======== Dataset excerpts
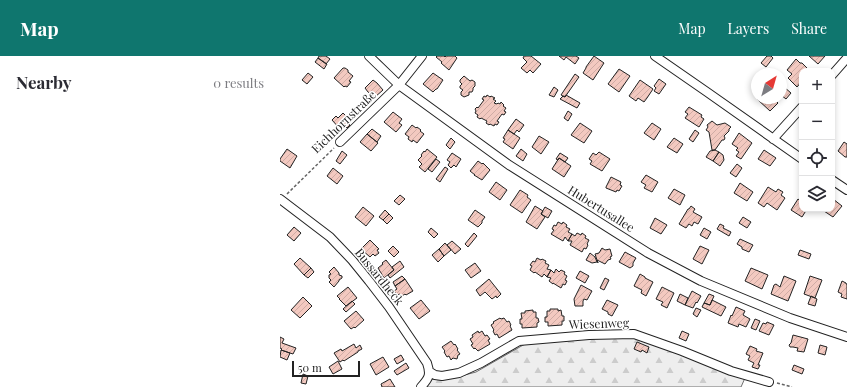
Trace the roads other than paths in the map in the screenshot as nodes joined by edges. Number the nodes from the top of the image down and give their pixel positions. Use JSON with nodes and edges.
{"nodes":[{"id":1,"x":369,"y":56,"type":"edge"},
{"id":2,"x":422,"y":56,"type":"edge"},
{"id":3,"x":655,"y":56,"type":"edge"},
{"id":4,"x":847,"y":58,"type":"edge"},
{"id":5,"x":835,"y":72,"type":"edge"},
{"id":6,"x":399,"y":85,"type":"junction"},
{"id":7,"x":799,"y":110,"type":"edge"},
{"id":8,"x":773,"y":139,"type":"junction"},
{"id":9,"x":340,"y":142,"type":"road end"},
{"id":10,"x":799,"y":157,"type":"edge"},
{"id":11,"x":835,"y":182,"type":"edge"},
{"id":12,"x":847,"y":190,"type":"edge"},
{"id":13,"x":281,"y":201,"type":"edge"},
{"id":14,"x":847,"y":337,"type":"edge"},
{"id":15,"x":430,"y":372,"type":"junction"},
{"id":16,"x":769,"y":382,"type":"road end"},
{"id":17,"x":420,"y":387,"type":"edge"}],
"edges":[{"from":1,"to":6,"type":"street","name":"Hubertusallee"},
{"from":2,"to":6,"type":"street","name":"Eichhornstraße"},
{"from":3,"to":8,"type":"street"},
{"from":4,"to":5,"type":"street"},
{"from":6,"to":9,"type":"street","name":"Eichhornstraße"},
{"from":6,"to":14,"type":"street","name":"Hubertusallee"},
{"from":7,"to":8,"type":"street"},
{"from":8,"to":10,"type":"street"},
{"from":11,"to":12,"type":"street"},
{"from":13,"to":15,"type":"street","name":"Bussardheck"},
{"from":15,"to":16,"type":"street","name":"Wiesenweg"},
{"from":15,"to":17,"type":"street"}]}
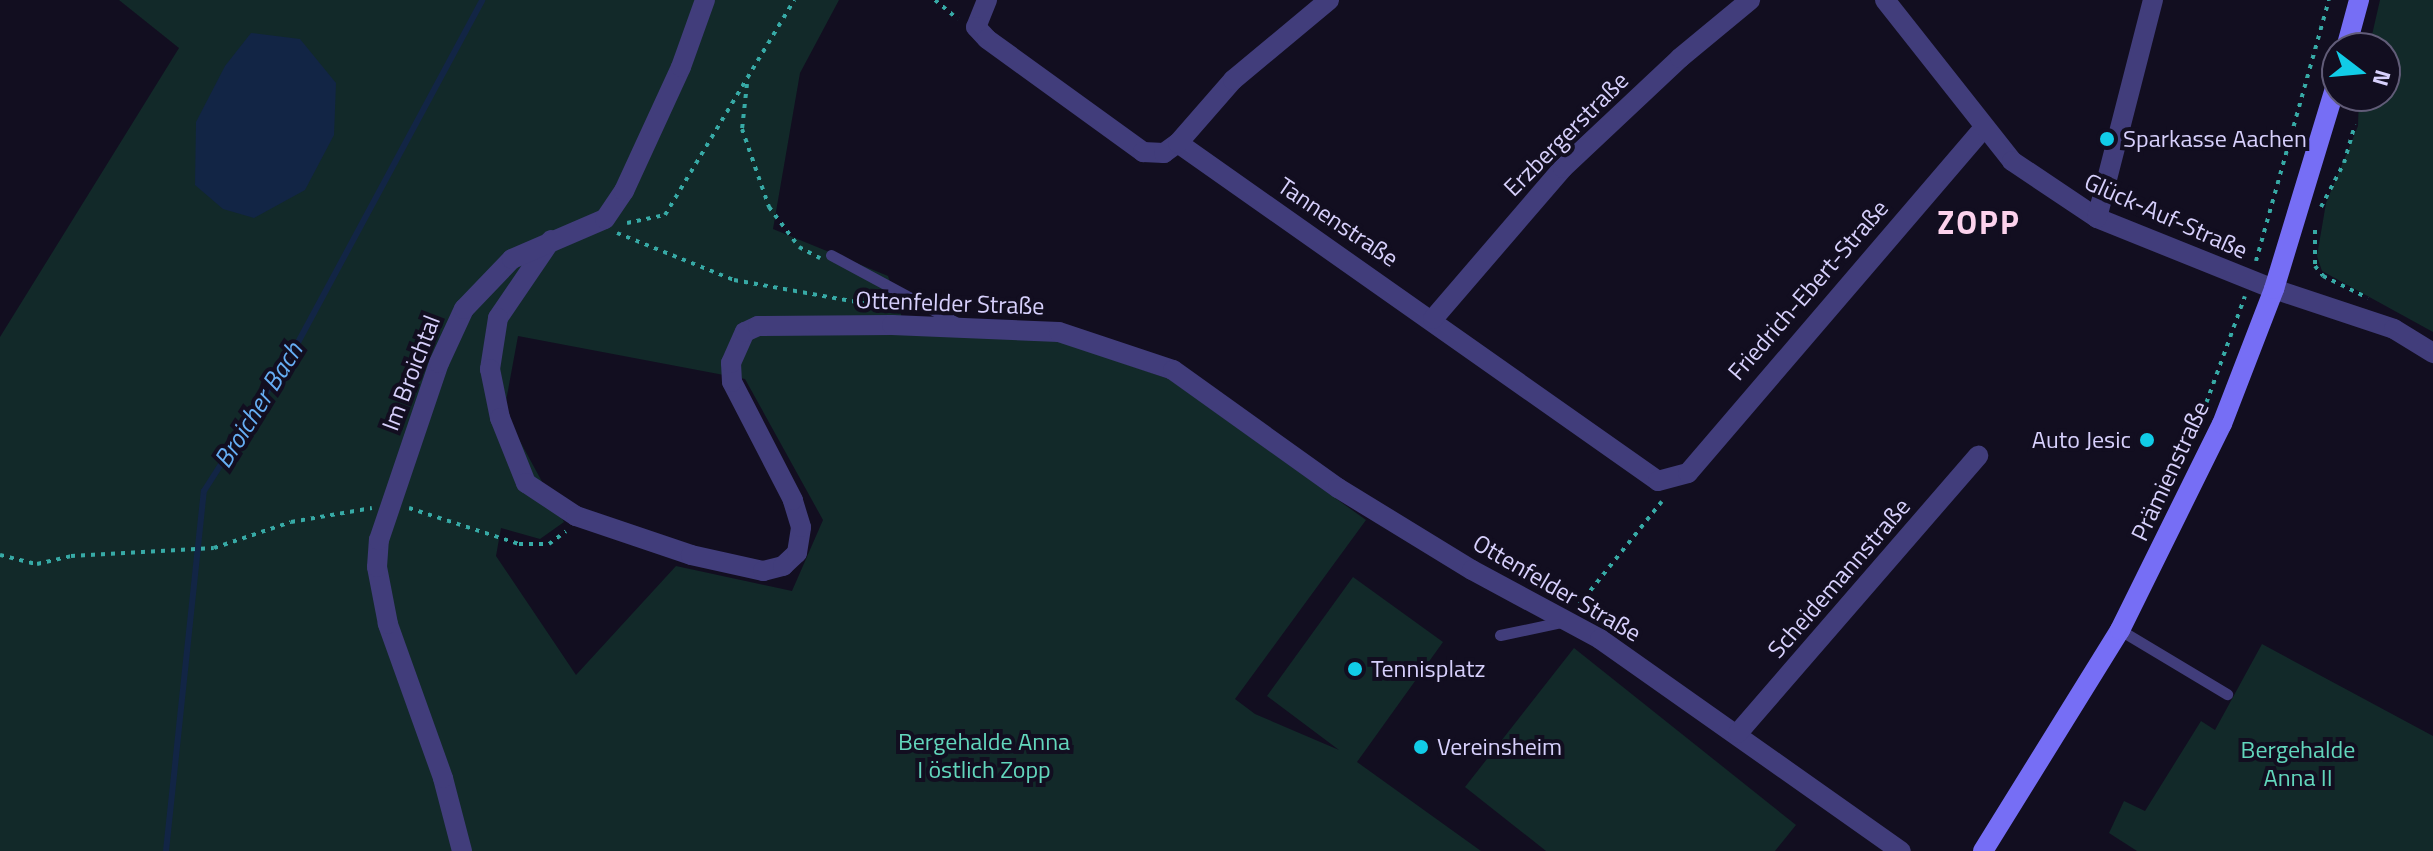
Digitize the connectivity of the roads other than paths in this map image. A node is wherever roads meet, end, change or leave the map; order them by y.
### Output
1 (705, 0) edge
2 (987, 0) edge
3 (1329, 0) edge
4 (1750, 0) edge
5 (1885, 0) edge
6 (2153, 0) edge
7 (2359, 0) edge
8 (2350, 32) edge
9 (2328, 112) edge
10 (1983, 129) junction
11 (1178, 143) junction
12 (2097, 218) junction
13 (551, 240) junction
14 (831, 255) road end
15 (2274, 289) junction
16 (1433, 319) junction
17 (967, 328) junction
18 (2433, 353) edge
19 (1978, 456) dead end
20 (1671, 481) joint
21 (1566, 621) junction
22 (2120, 630) junction
23 (1500, 635) dead end
24 (2227, 694) dead end
25 (1738, 733) junction
26 (462, 851) edge
27 (1901, 851) edge
28 (1983, 851) edge

1 - 13 street, Im Broichtal
2 - 11 street
3 - 11 street
4 - 16 street, Erzbergerstraße
5 - 10 street, Glück-Auf-Straße
6 - 12 street
7 - 8 main road
9 - 15 main road, Prämienstraße
10 - 12 street, Glück-Auf-Straße
10 - 20 street, Friedrich-Ebert-Straße
11 - 16 street, Tannenstraße
12 - 15 street, Glück-Auf-Straße
13 - 17 street, Ottenfelder Straße
13 - 26 street, Im Broichtal
14 - 17 lane
15 - 18 street, Glück-Auf-Straße
15 - 22 main road, Prämienstraße
16 - 20 street, Tannenstraße
17 - 21 street, Ottenfelder Straße
19 - 25 street, Scheidemannstraße
21 - 23 lane
21 - 25 street, Ottenfelder Straße
22 - 24 lane
22 - 28 main road, Prämienstraße
25 - 27 street, Ottenfelder Straße

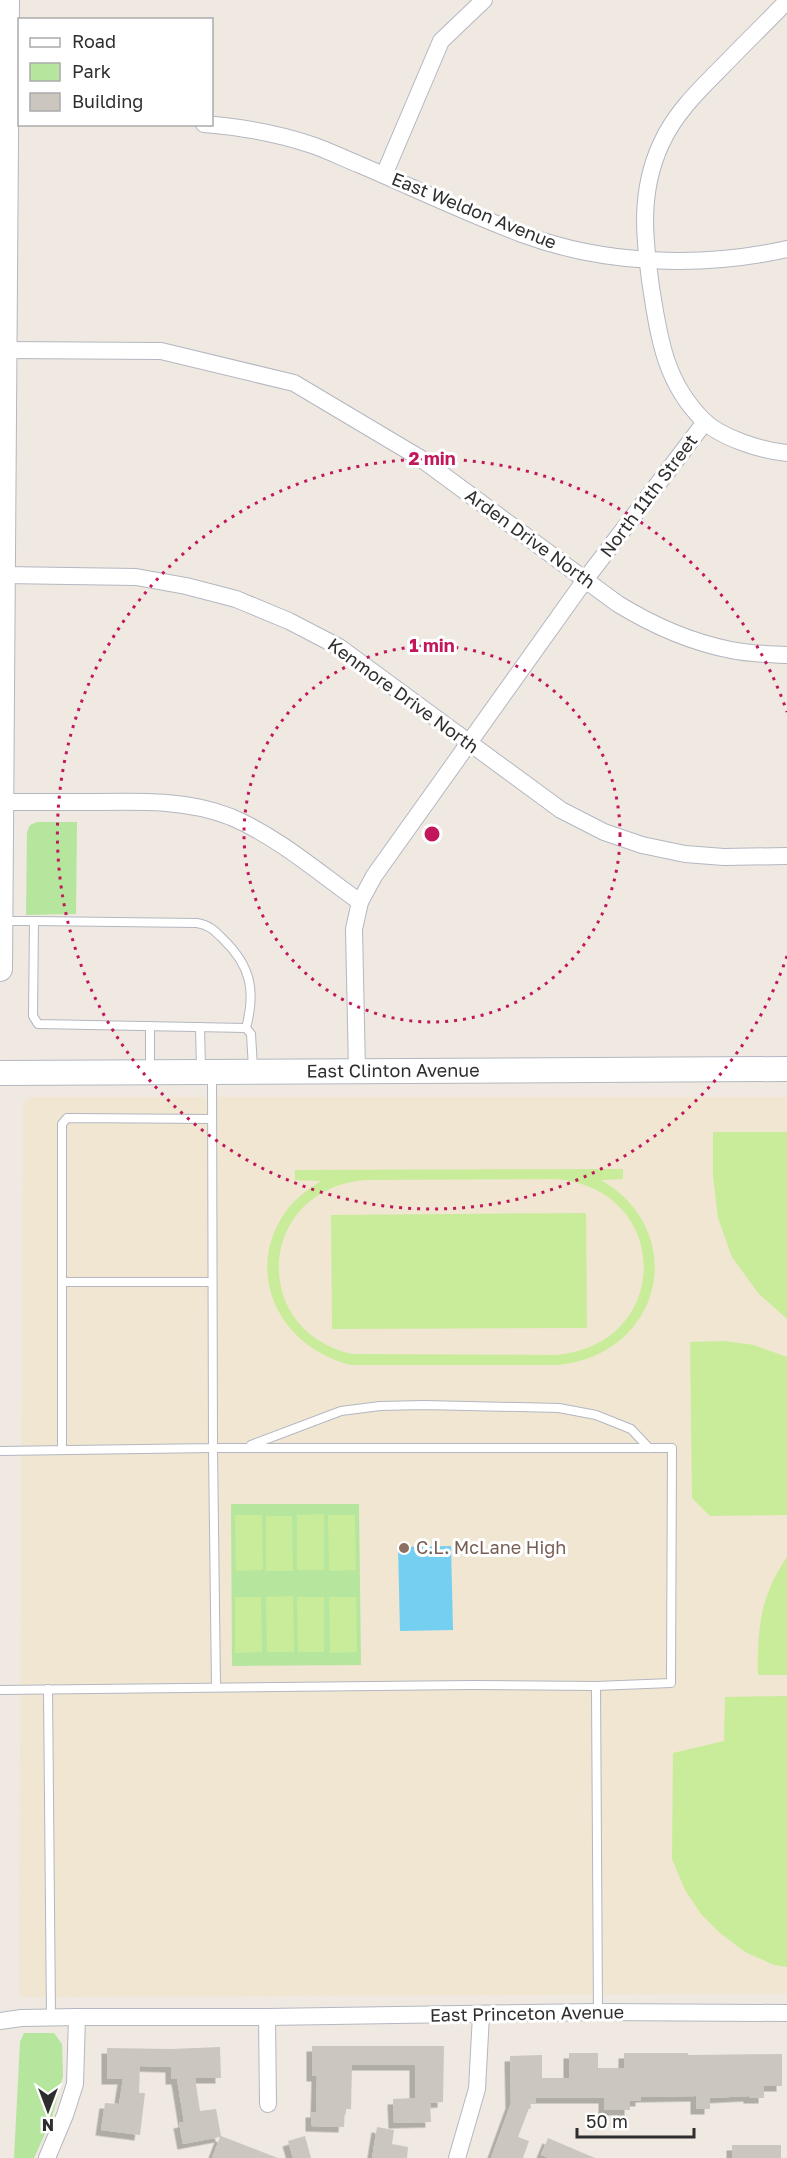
================
To do ▸
Copy out each line of the records where the string "dead" appears.

Expected answer ▸
19 (1978, 456) dead end
23 (1500, 635) dead end
24 (2227, 694) dead end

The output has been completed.